OpTier is installed with the application logic on every machine in the network, and acts like an agent. This automatically picks up any transaction that goes across any machine – virtual or real – and gives that information to the shared service manager. It also reports to the business as well. Each transaction carries an identifier which is scanned and logged at each process step – in much the same way a parcel is scanned at each courier service depot along its journey. These identifiers also contain data used in the transaction classification process.
The company offers two related solutions. The primary one is for all the systems inside the firewall, but there is also a secondary that provides end-user experience management. This sits at the edge of the network, trapping and analysing all the data coming in to it from outside the firewall. This would be such data as browsing or purchase transactions from consumers. This can system can use associated log records to identify how much time it spent on the user’s PC, as well as the time spent on different parts of the network. This is fully integrated with the primary tool, so it is possible to see full end-to-end performance even beyond the firewall.

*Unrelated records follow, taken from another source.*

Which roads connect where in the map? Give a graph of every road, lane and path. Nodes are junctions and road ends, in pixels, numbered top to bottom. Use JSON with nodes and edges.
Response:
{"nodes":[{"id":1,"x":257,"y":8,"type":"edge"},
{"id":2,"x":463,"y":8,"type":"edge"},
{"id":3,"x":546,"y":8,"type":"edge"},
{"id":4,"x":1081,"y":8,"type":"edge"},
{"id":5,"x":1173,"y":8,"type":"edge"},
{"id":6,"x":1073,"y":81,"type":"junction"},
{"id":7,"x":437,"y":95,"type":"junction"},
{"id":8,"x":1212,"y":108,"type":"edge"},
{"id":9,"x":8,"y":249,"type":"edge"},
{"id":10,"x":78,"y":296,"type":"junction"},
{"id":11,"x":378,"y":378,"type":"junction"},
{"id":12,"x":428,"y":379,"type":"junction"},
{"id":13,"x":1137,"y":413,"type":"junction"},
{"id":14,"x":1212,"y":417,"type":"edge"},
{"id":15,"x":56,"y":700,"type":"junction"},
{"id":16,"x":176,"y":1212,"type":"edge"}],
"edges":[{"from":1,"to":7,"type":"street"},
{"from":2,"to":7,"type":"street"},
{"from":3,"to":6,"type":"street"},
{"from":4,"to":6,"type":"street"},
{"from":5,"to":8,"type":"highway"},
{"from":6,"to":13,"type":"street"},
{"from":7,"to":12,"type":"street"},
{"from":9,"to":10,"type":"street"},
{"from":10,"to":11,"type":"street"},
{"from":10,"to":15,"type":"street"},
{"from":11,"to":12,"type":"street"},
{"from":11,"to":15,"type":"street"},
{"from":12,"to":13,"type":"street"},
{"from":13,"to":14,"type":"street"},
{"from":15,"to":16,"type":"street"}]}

The first step is to classify the transactions, and then measure their passage the Cloud. This means logging when a transaction leaves a user’s desktop, how long it is on the network, how long it spends on each tier of an application, and how long it waits for the database. That way it becomes possible to draw a complete picture of what happened to that transaction from the moment it is initiated to moment the response or result is returned to the user.
The OpTier service is targeted at both end users and service providers. So far the majority of interest has been from end user businesses setting up their own private cloud services, where shared server farms are running environments like WebSphere, WebLogic or Apache and all applications have to run in that environment. The driver to adopt OpTier has been the provision of an answer to Line of Business managers’ instant response: `what’s the benefit for me and my service requirements?’ The answer is cost and service, and OpTier helps with demonstrating the latter.
But there is now a great deal of scope for Cloud service providers to start offering such capabilities. Its benefits are two-fold: firstly it would allow them to offer customers a value-add, a transaction measurement service that provides them with information, in a meaningful form, which could be of value to the customers themselves and, depending on the actual business, their customers as well. Secondly, it would allow the service provider to measure the actual performance of their own services while at the same time identifying any problem areas quickly. This could be of particular value too SaaS and managed service providers where their responsibility extends to the running of the applications and services as well as the infrastructure.
“We are starting to see service providers move this way,” Rowland said. “They have really good people running infrastructures but they are starting to realise that they have to extend their business models into the services areas and are now starting to look at employing good applications people and tools.”